╭─ Exercise material
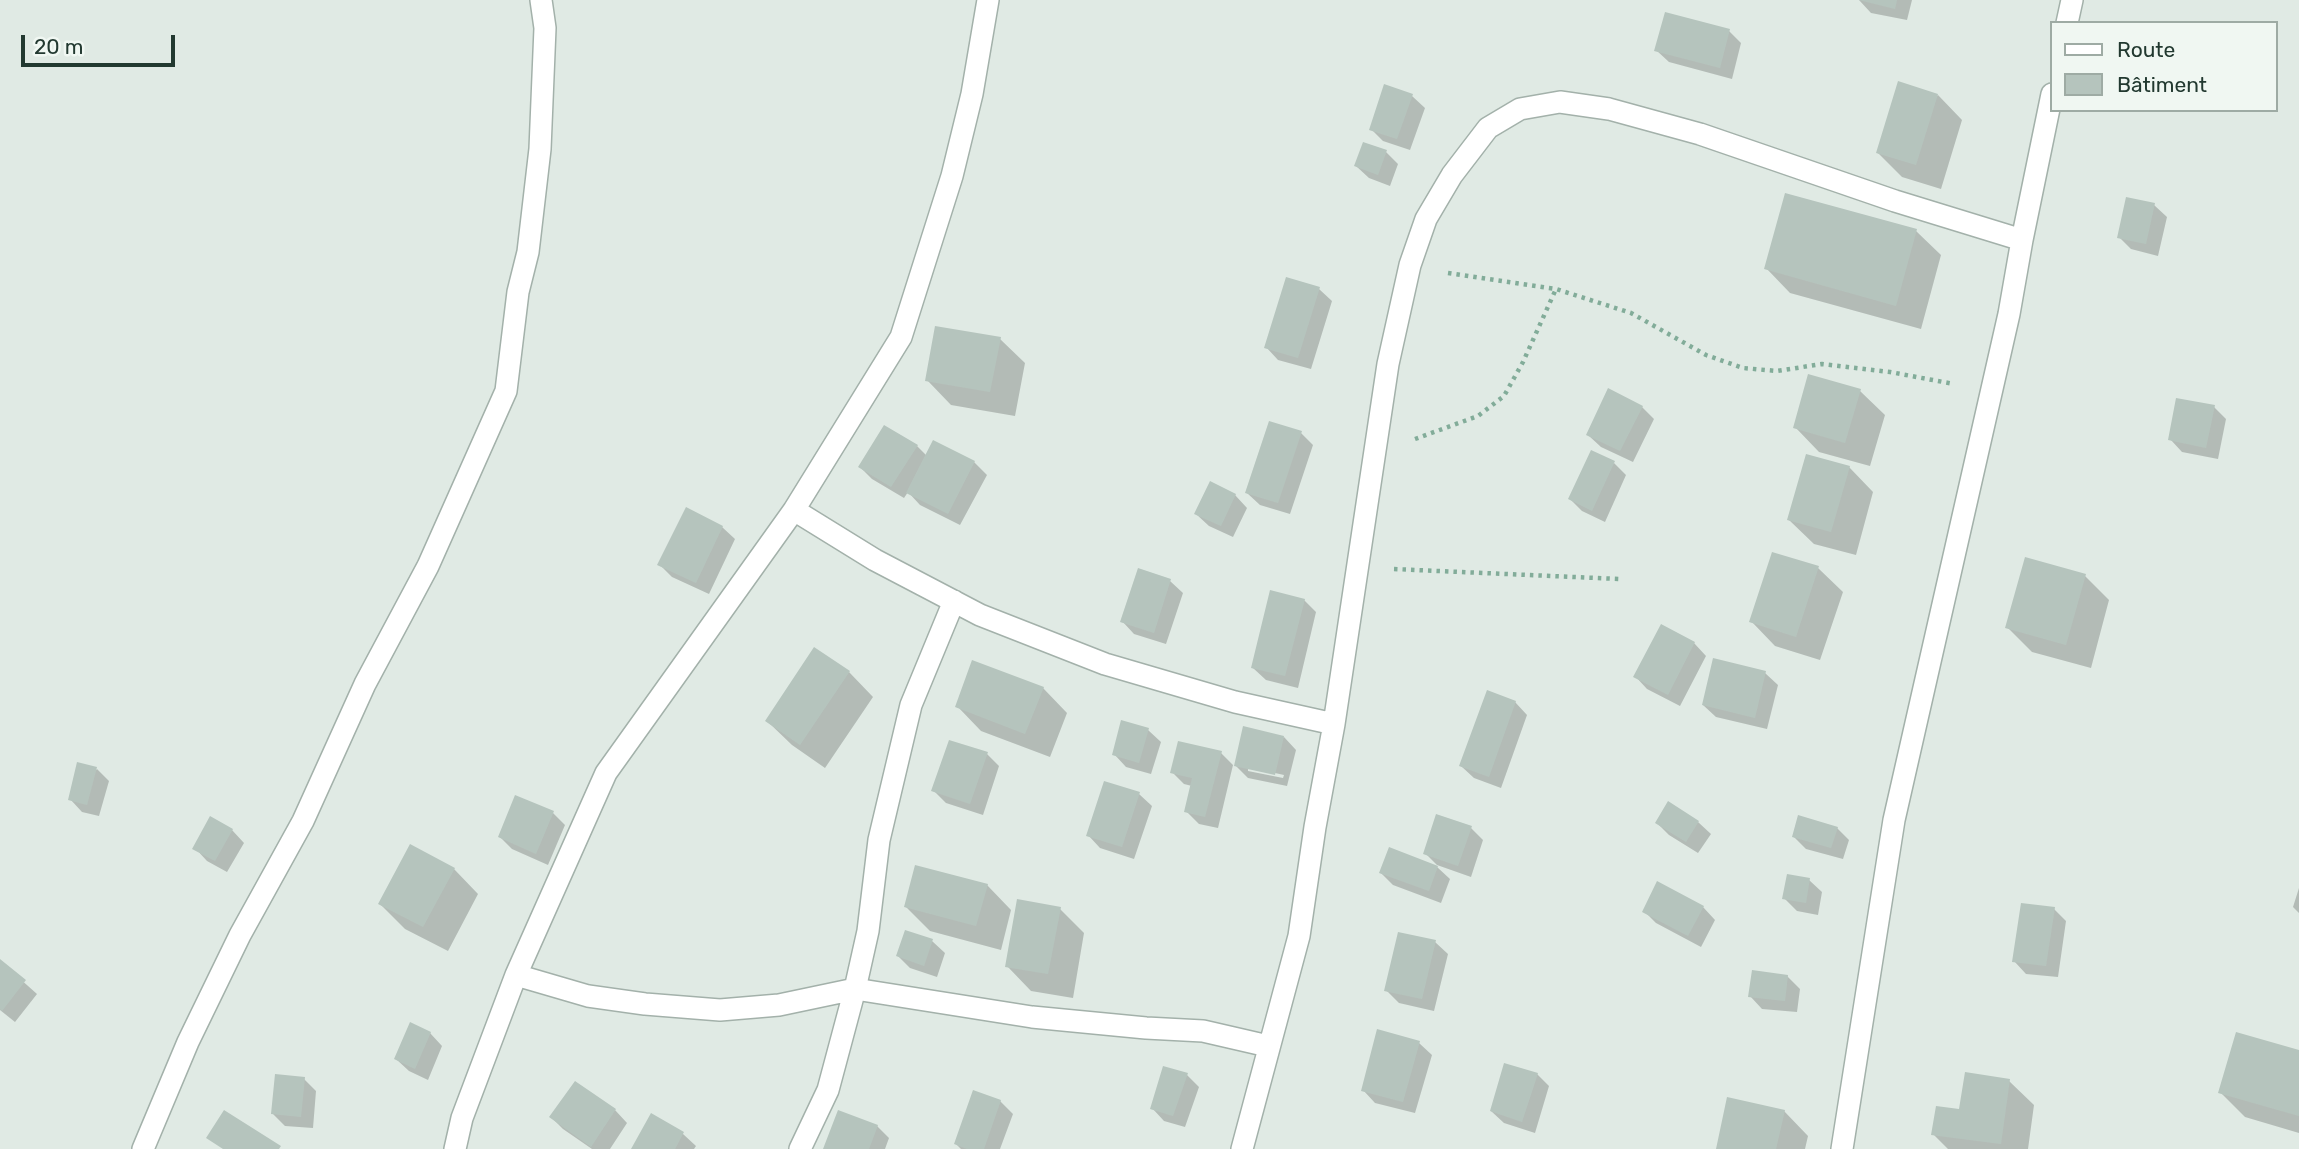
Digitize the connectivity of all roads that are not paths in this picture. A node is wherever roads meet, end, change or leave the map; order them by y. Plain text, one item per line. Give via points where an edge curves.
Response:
1 (541, 0) edge
2 (988, 0) edge
3 (2072, 0) edge
4 (2067, 21) edge
5 (2050, 104) edge
6 (2022, 240) junction
7 (794, 510) junction
8 (954, 601) junction
9 (1335, 724) junction
10 (516, 975) junction
11 (855, 989) junction
12 (1268, 1046) junction
13 (143, 1149) edge
14 (456, 1149) edge
15 (800, 1149) edge
16 (1242, 1149) edge
17 (1842, 1149) edge

1 - 13 street via 545,28 540,149 506,391 428,566 188,1042
2 - 7 street via 952,176 901,337
3 - 4 street
5 - 6 street
6 - 9 street via 1700,134 1609,109 1560,102 1520,109 1488,128 1426,219 1410,265 1388,364
6 - 17 street via 1894,820
7 - 8 street
7 - 10 street via 606,773
8 - 9 street via 1105,664 1236,702
8 - 11 street via 911,705 879,840 868,931
9 - 12 street via 1299,936
10 - 11 street via 588,996 720,1010 779,1005
10 - 14 street via 462,1118
11 - 12 street via 1032,1017 1203,1031
11 - 15 street via 828,1090
12 - 16 street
╰─
Give the entries back verbatim and omit the images.

Digitize the connectivity of all roads that are not paths in this picture. A node is wherever roads meet, end, change or leave the map; order them by y. Plain text, one item per line. Give via points where an edge curves.
Response:
1 (541, 0) edge
2 (988, 0) edge
3 (2072, 0) edge
4 (2067, 21) edge
5 (2050, 104) edge
6 (2022, 240) junction
7 (794, 510) junction
8 (954, 601) junction
9 (1335, 724) junction
10 (516, 975) junction
11 (855, 989) junction
12 (1268, 1046) junction
13 (143, 1149) edge
14 (456, 1149) edge
15 (800, 1149) edge
16 (1242, 1149) edge
17 (1842, 1149) edge

1 - 13 street via 545,28 540,149 506,391 428,566 188,1042
2 - 7 street via 952,176 901,337
3 - 4 street
5 - 6 street
6 - 9 street via 1700,134 1609,109 1560,102 1520,109 1488,128 1426,219 1410,265 1388,364
6 - 17 street via 1894,820
7 - 8 street
7 - 10 street via 606,773
8 - 9 street via 1105,664 1236,702
8 - 11 street via 911,705 879,840 868,931
9 - 12 street via 1299,936
10 - 11 street via 588,996 720,1010 779,1005
10 - 14 street via 462,1118
11 - 12 street via 1032,1017 1203,1031
11 - 15 street via 828,1090
12 - 16 street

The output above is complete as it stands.